Stock Market Language

Stock Market Language for Beginners

Have you ever listened to a podcast or read an article about investing and wondered why we use the words we do? Don’t worry, you’re not alone. I am Googling words or phrases to keep up with the stock market language. Sometimes, it feels like investing in a different language. But don’t worry; there’s no shame in not knowing what certain words or phrases mean. Especially if you’re new!

Why do many words and phrases we hear seem to be from a different era? Because they are! The U.S. stock markets date back to the nineteenth century. It’s not surprising that some of the terminologies that we still use today seem out of touch. So, if you’re new to investing or want a refresher, I will explain some of the more unique terms used in the stock markets.

Stock Market Language

We begin with some more commonly used stock market language to describe sentiment. And the overall behavior of the markets. These are words you’ll likely hear daily in the investing world. So it’s probably a good idea to get to know them. 

1. Bulls and Bears

These are the two most commonly used words to describe market sentiment. A bull is a trader who believes the market will rise. A bear is a trader who believes the market will decline.

But where did these terms come from? Bulls and bears have long been believed to be used because of how they attack a foe. A bull thrusts its horns upwards, while a bear swings its paws downward.

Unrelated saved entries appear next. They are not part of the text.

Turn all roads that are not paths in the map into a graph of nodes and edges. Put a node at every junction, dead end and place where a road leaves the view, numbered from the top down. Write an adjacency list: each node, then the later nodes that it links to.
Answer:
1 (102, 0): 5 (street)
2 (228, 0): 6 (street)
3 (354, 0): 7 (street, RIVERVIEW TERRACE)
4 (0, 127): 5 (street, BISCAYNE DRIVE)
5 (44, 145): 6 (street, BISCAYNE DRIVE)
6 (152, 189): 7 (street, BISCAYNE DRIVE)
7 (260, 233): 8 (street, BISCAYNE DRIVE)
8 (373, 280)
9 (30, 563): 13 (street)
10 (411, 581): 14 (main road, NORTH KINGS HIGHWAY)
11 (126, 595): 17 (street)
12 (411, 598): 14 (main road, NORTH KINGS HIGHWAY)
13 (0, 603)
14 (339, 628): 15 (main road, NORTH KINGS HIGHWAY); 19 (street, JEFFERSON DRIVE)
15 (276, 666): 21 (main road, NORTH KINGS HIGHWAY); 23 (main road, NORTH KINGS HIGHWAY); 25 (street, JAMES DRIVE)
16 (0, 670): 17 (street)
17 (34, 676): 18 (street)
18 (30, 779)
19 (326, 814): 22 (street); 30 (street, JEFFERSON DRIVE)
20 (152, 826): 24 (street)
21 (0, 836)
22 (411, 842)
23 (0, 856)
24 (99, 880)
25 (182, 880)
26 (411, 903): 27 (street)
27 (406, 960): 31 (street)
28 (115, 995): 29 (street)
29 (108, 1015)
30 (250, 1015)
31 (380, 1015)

We have used the same terms for hundreds of years. And still label any change in stock patterns as bullish or bearish. We can understand exactly how an asset or market has traded with just one word. 

2. Blue-Chip Stock

Blue-chip is used to describe high-priced stocks of well-established, foundational companies. The Dow Jones Industrial Average is often called the Blue-chip stock index because of the high number of elite and high-performance stocks.

But where does the term derive from? It is a gambling adage with a tip of the cap to poker chips, which traditionally come in red, white, and blue. As you can imagine, blue chips are the most valuable, so we use blue-chip stock to describe stocks with high market caps and prices. 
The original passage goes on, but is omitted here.